È un cumulo caldo di respiri che soffoca qualunque altro rumore.
John si rimette dritto, piegando la testa contro la porta. Sherlock è ipnotizzato dal suo pomo d’Adamo che si muove lento ogni volta che deglutisce aria, forse nella speranza di recuperare fiato. Lo guarda passarsi la mano pulita sul viso e sorridere contro il muro, sospirando forte. “Ti ho sentito gemere, pensavo fosse successo qualcosa.”
Sherlock finalmente si rilassa, poco importa che le lenzuola siano sporche, ci penserà domani. “No, sto bene.”
“Ho notato.”
È quasi imbarazzante. John si guarda la mano sporca e Sherlock è sicuro di vederlo arrossire. Sbuffa divertito, facendo un cenno con la testa e girandosi dall’altra parte. “Meglio che tu vada.”
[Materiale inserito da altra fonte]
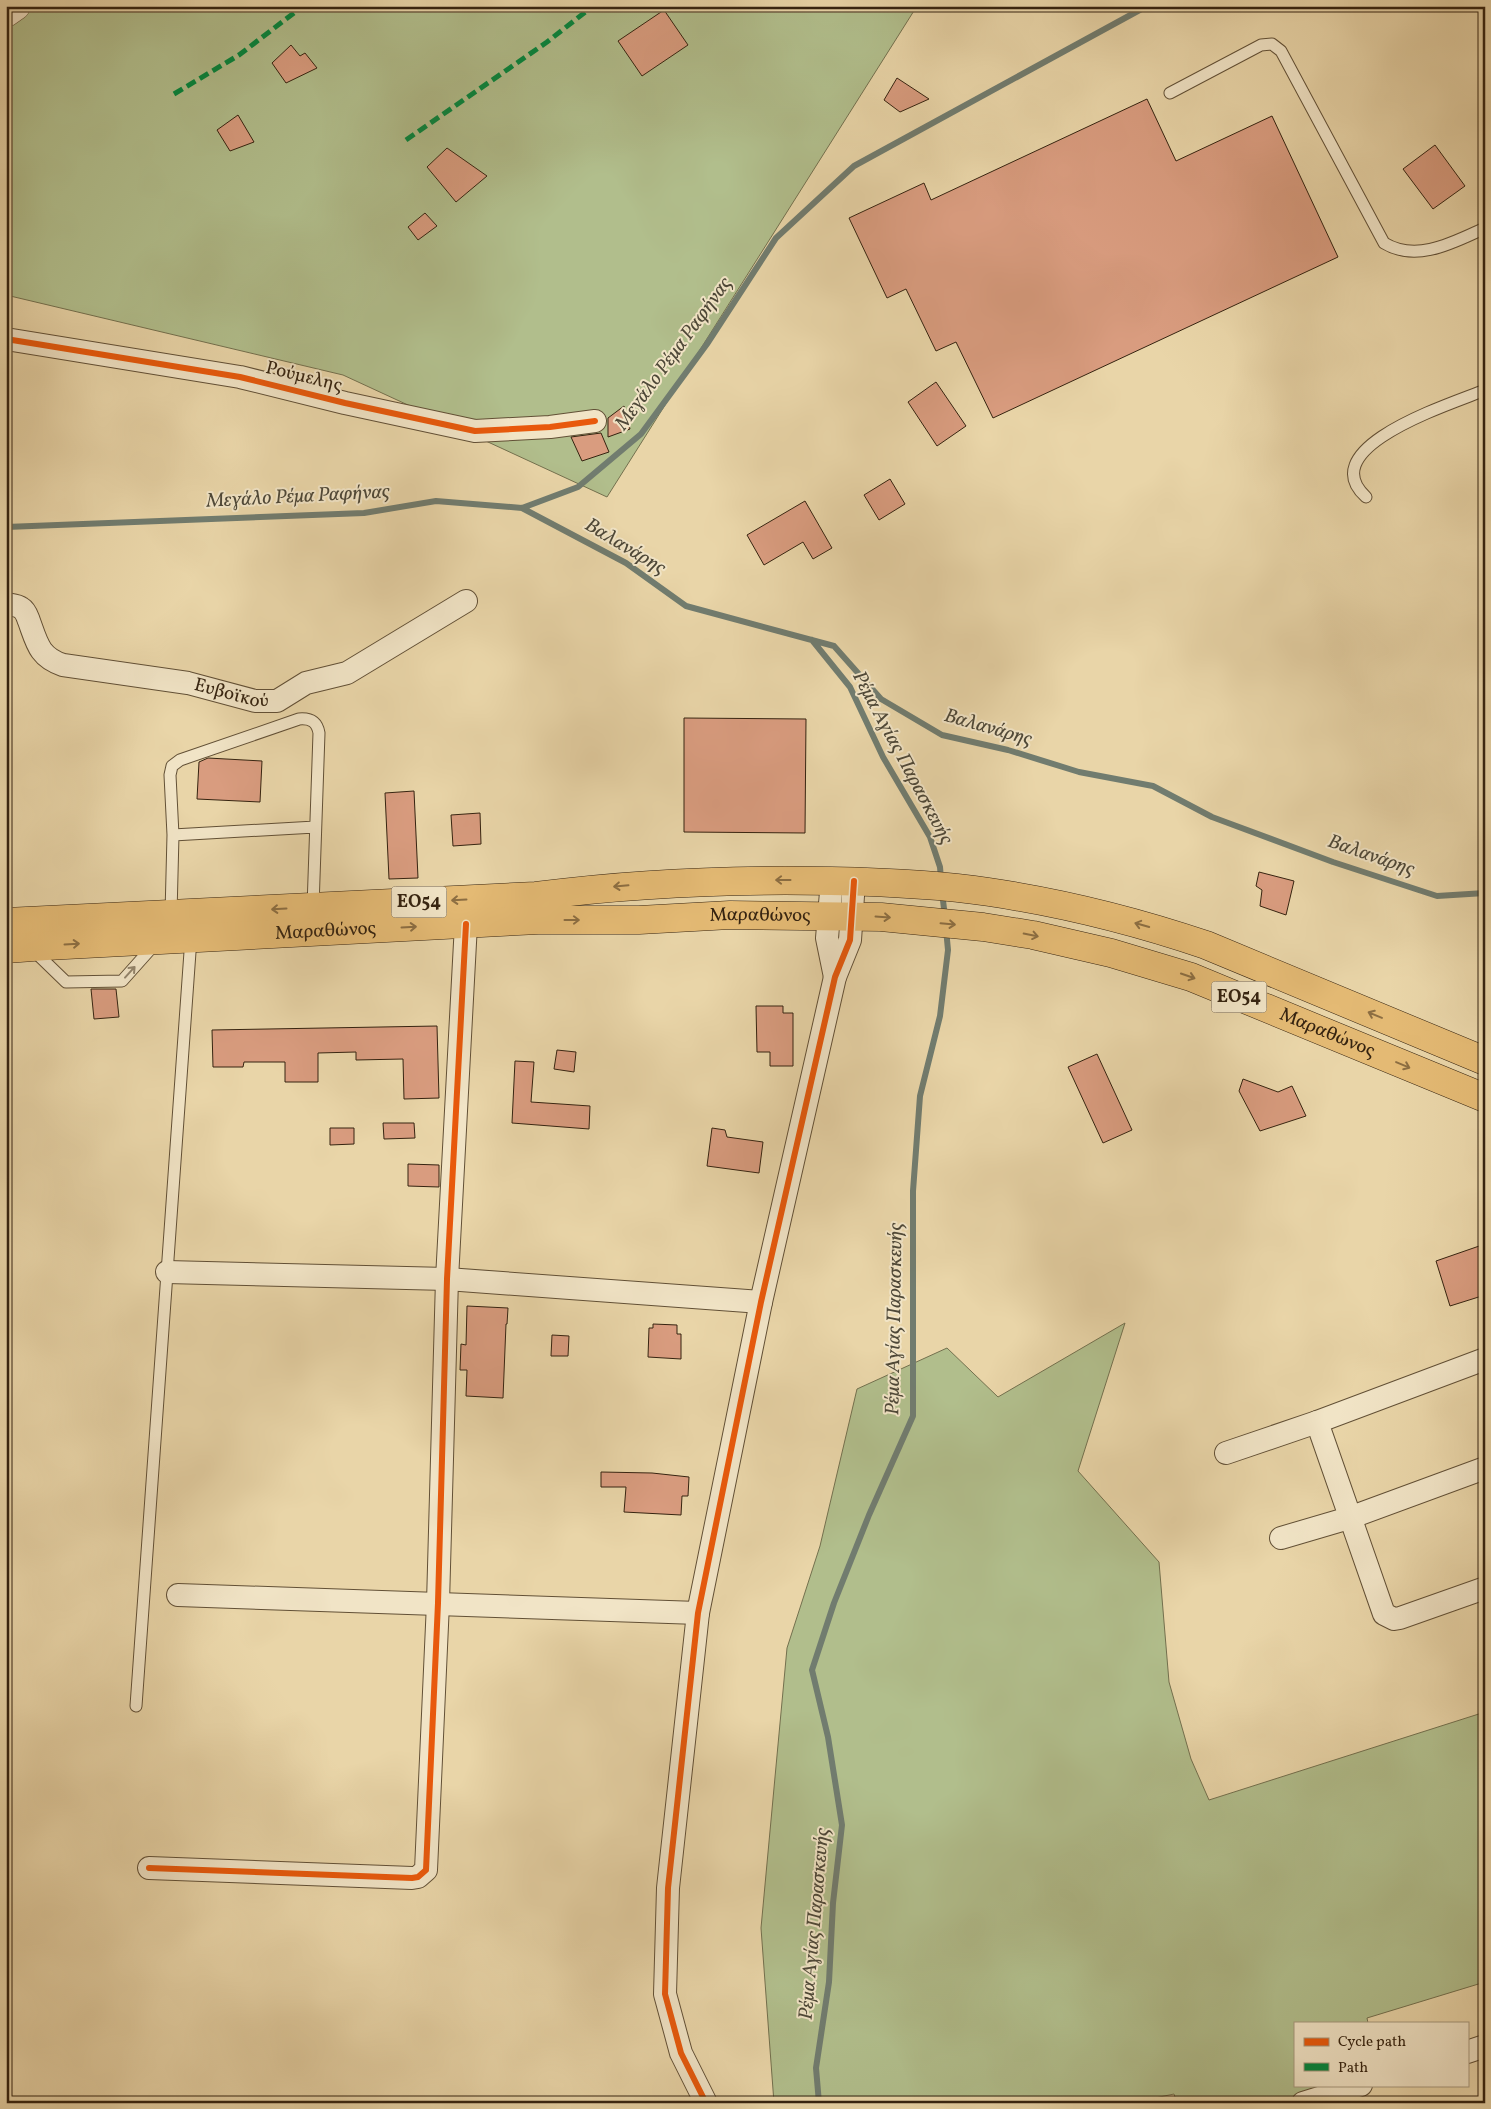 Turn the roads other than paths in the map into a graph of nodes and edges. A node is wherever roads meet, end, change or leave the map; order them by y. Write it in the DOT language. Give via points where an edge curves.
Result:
graph roads {
  1 [pos="16,6"];
  2 [pos="6,13"];
  3 [pos="1170,93"];
  4 [pos="1485,228"];
  5 [pos="6,339"];
  6 [pos="1485,390"];
  7 [pos="595,421"];
  8 [pos="1366,497"];
  9 [pos="466,601"];
  10 [pos="6,604"];
  11 [pos="316,826"];
  12 [pos="173,835"];
  13 [pos="843,881"];
  14 [pos="313,907"];
  15 [pos="171,914"];
  16 [pos="840,916"];
  17 [pos="6,922"];
  18 [pos="466,924"];
  19 [pos="192,938"];
  20 [pos="159,940"];
  21 [pos="18,948"];
  22 [pos="1485,1060"];
  23 [pos="1485,1098"];
  24 [pos="167,1272"];
  25 [pos="447,1279"];
  26 [pos="761,1302"];
  27 [pos="1485,1359"];
  28 [pos="1316,1422"];
  29 [pos="1226,1453"];
  30 [pos="1485,1468"];
  31 [pos="1349,1518"];
  32 [pos="1281,1538"];
  33 [pos="1485,1588"];
  34 [pos="178,1594"];
  35 [pos="438,1603"];
  36 [pos="698,1613"];
  37 [pos="136,1706"];
  38 [pos="149,1868"];
  39 [pos="1485,2046"];
  40 [pos="1468,2052"];
  41 [pos="1358,2086"];
  42 [pos="706,2103"];
  43 [pos="1303,2103"];
  1 -- 2 [label="street"];
  3 -- 4 [label="lane" via="1261,45 1272,44 1281,51 1384,243 1398,249 1426,251"];
  5 -- 7 [label="street, Ρούμελης" via="240,377 475,431 534,429"];
  6 -- 8 [label="lane" via="1393,429 1367,446 1356,461 1353,481"];
  9 -- 10 [label="street, Ευβοϊκού" via="347,673 306,683 277,701 255,701 188,683 53,662 39,649 26,612 19,606"];
  11 -- 12 [label="lane"];
  11 -- 12 [label="lane" via="319,733 318,726 306,718 176,763 170,770"];
  11 -- 14 [label="lane"];
  12 -- 15 [label="lane"];
  13 -- 14 [label="main road, Μαραθώνος / ΕΟ54, one-way" via="731,880 624,885 536,896"];
  13 -- 16 [label="street"];
  22 -- 13 [label="main road, Μαραθώνος / ΕΟ54, one-way" via="1206,945 1163,931 1080,909 975,890"];
  14 -- 15 [label="main road, Μαραθώνος / ΕΟ54, one-way"];
  15 -- 17 [label="main road, Μαραθώνος / ΕΟ54"];
  18 -- 16 [label="main road, Μαραθώνος / ΕΟ54, one-way" via="730,915"];
  16 -- 23 [label="main road, Μαραθώνος / ΕΟ54, one-way" via="983,927 1103,951 1191,977"];
  16 -- 26 [label="street" via="850,940 835,977"];
  19 -- 18 [label="main road, Μαραθώνος / ΕΟ54, one-way"];
  18 -- 25 [label="street"];
  19 -- 20 [label="main road, Μαραθώνος / ΕΟ54"];
  19 -- 24 [label="lane"];
  21 -- 20 [label="main road, Μαραθώνος / ΕΟ54, one-way"];
  21 -- 20 [label="lane, one-way" via="66,982 122,981"];
  24 -- 25 [label="street"];
  24 -- 37 [label="lane"];
  25 -- 26 [label="street"];
  25 -- 35 [label="street"];
  26 -- 36 [label="street"];
  27 -- 28 [label="street"];
  28 -- 29 [label="street"];
  28 -- 31 [label="street"];
  30 -- 31 [label="street"];
  31 -- 32 [label="street"];
  31 -- 33 [label="street" via="1381,1609 1388,1618 1400,1618"];
  34 -- 35 [label="street"];
  35 -- 36 [label="street"];
  35 -- 38 [label="street" via="428,1864 423,1874 412,1878"];
  36 -- 42 [label="street" via="668,1888 665,1994 681,2053"];
  39 -- 40 [label="street"];
  41 -- 43 [label="street"];
}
“Meglio che io vada.” ripete l’altro, aprendo la porta. “Buonanotte.”
Sherlock aspetta che esca, prima di emettere un sospiro di sollievo. Deve immaginare John più spesso, se questo vuol dire vederlo apparire magicamente in camera sua.
Allunga la mano sul comodino per prendere dei fazzoletti e pulire alla bene e meglio, prima di sistemarsi sul letto e chiudere gli occhi.
Almeno adesso la sua testa è leggera.